La literatura del pueblo español es un compendio fabuloso de nuestra historia libresca. La clarividencia y agudeza de Gerald Brenan nos sorprende porque es un libro sin prejuicios y dotado de una frescura que lo hace singular. El viaje que propone Brenan por nuestra literatura se convierte en un recorrido extravagante donde relaciona a Santa Teresa de Jesús con Michael de Montaigne; a Juan Ruiz, el Arcipreste de Hita, con Geoffrey Chaucer y sus Cuentos de Canterbury; y a Góngora con el Joyce de Finnegans Wake por compartir el mismo delirio de lírica enigmática.
Repasar estas páginas de nuestra galería de clásicos nos hace repensar y dinamitar el canon. Brenan baja a las figuras históricas del pedestal y con el desparpajo de su prosa nos anima a conversar despreocupadamente con las sombras graves de nuestro panteón de ilustres. Y es como si nos invitara a contemplar por el lado hechizante y lisérgico lo que hemos fosilizado. Brenan mira de reojo, desde el perfil en el que los inmortales pierden la perspectiva y nos observan del natural.

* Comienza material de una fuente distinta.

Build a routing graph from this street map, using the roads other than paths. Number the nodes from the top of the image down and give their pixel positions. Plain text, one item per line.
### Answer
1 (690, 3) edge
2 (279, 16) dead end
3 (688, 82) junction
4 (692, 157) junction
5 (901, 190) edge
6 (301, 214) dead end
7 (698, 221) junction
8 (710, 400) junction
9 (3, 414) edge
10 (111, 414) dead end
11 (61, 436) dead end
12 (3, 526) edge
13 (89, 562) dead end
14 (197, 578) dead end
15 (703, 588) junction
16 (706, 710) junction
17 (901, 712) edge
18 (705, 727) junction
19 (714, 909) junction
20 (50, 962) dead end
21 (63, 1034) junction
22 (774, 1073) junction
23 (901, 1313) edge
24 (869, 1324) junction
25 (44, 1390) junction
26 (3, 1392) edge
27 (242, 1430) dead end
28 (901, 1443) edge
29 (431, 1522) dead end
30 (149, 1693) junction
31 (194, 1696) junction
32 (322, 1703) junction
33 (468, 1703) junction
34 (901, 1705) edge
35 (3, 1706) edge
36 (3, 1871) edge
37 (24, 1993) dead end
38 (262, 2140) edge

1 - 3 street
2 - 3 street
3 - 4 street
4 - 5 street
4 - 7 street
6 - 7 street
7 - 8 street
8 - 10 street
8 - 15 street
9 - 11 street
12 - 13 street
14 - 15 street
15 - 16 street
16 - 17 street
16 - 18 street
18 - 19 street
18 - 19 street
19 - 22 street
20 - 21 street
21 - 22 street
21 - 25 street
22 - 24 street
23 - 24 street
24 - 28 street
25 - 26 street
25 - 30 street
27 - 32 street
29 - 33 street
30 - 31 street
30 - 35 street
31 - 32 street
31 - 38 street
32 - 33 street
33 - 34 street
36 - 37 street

“Elegí España porque pensé que era un país hermoso y barato”, confesó Gerald Brenan. Y eligió el Sur para descubrir un paraíso que también escondía muchos infiernos. Se retiró del mundanal ruido –como nuestro fray Luis de León– en Yegen, en la Alpujarra granadina. Allí se entregó a la escritura de incendiado misticismo de una biografía de Santa Teresa. Y en esa apartada aldea de España, donde aún no llegaban ni el ferrocarril ni el automóvil, recibió a sus amigos del Círculo de Bloomsbury.
Brenan recibió las visitas de Leonard y Virginia Woolf, de Bertrand Russell y del extraño triángulo amoroso formado por Dora Carrington, Lytton Strachey y Ralph Partridge. Strachey describirá este viaje por las Alpujarras como el de un auténtico viaje a los infiernos. Ese lugar terrible es la España de los años veinte y treinta, la misma que estaba viviendo la revolución cultural de la Edad de Plata, aunque aquellos jóvenes del Círculo de Bloomsbury sólo vieran la versión más salvaje de aquel paraíso de higueras y olivares. Todo eso que sí supo ver Gerald Brenan para perderse en el laberinto español.
Brenan murió en 1987 y donó su cuerpo a la Facultad de Medicina de Málaga. Nadie se atrevió a usar su cuerpo para disecciones anatómicas y permaneció bañado en formol durante varios años hasta que sus restos se trasladaron al cementerio inglés donde hacía años que lo esperaba Gamel Woolsey. Ahora conversa con Cervantes, Góngora y Santa Teresa mientras oyen con atención Antonio Machado y Unamuno. Sin que ni las olas perturben el dulce sueño de los muertos.